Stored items
———
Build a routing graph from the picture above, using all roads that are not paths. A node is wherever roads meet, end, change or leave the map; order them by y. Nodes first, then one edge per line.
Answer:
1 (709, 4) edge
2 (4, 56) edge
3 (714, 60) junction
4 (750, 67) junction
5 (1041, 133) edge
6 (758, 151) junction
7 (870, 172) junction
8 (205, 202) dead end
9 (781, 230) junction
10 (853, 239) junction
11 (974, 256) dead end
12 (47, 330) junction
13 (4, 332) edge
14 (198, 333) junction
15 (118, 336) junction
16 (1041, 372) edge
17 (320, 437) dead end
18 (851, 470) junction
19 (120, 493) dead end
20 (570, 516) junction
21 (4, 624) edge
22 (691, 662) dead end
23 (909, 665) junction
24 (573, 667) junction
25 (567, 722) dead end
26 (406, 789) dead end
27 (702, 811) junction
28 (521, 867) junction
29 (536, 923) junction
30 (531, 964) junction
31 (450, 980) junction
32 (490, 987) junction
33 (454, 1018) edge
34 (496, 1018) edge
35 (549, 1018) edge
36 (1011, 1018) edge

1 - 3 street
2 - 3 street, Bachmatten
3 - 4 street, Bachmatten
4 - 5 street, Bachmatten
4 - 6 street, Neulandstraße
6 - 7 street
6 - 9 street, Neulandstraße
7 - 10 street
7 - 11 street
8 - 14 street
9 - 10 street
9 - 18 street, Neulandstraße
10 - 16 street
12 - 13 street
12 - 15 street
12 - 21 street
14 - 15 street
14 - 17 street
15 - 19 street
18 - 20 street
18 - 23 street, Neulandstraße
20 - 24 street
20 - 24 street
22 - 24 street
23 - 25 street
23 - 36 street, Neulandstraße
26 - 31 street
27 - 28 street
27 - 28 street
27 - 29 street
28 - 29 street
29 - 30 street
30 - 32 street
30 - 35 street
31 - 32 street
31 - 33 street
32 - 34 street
———
▶ _TASK REQUIREMENTS_
Word for word, transcribe all of the records.

▶ _REPLY_
Build a routing graph from the picture above, using all roads that are not paths. A node is wherever roads meet, end, change or leave the map; order them by y. Nodes first, then one edge per line.
Answer:
1 (709, 4) edge
2 (4, 56) edge
3 (714, 60) junction
4 (750, 67) junction
5 (1041, 133) edge
6 (758, 151) junction
7 (870, 172) junction
8 (205, 202) dead end
9 (781, 230) junction
10 (853, 239) junction
11 (974, 256) dead end
12 (47, 330) junction
13 (4, 332) edge
14 (198, 333) junction
15 (118, 336) junction
16 (1041, 372) edge
17 (320, 437) dead end
18 (851, 470) junction
19 (120, 493) dead end
20 (570, 516) junction
21 (4, 624) edge
22 (691, 662) dead end
23 (909, 665) junction
24 (573, 667) junction
25 (567, 722) dead end
26 (406, 789) dead end
27 (702, 811) junction
28 (521, 867) junction
29 (536, 923) junction
30 (531, 964) junction
31 (450, 980) junction
32 (490, 987) junction
33 (454, 1018) edge
34 (496, 1018) edge
35 (549, 1018) edge
36 (1011, 1018) edge

1 - 3 street
2 - 3 street, Bachmatten
3 - 4 street, Bachmatten
4 - 5 street, Bachmatten
4 - 6 street, Neulandstraße
6 - 7 street
6 - 9 street, Neulandstraße
7 - 10 street
7 - 11 street
8 - 14 street
9 - 10 street
9 - 18 street, Neulandstraße
10 - 16 street
12 - 13 street
12 - 15 street
12 - 21 street
14 - 15 street
14 - 17 street
15 - 19 street
18 - 20 street
18 - 23 street, Neulandstraße
20 - 24 street
20 - 24 street
22 - 24 street
23 - 25 street
23 - 36 street, Neulandstraße
26 - 31 street
27 - 28 street
27 - 28 street
27 - 29 street
28 - 29 street
29 - 30 street
30 - 32 street
30 - 35 street
31 - 32 street
31 - 33 street
32 - 34 street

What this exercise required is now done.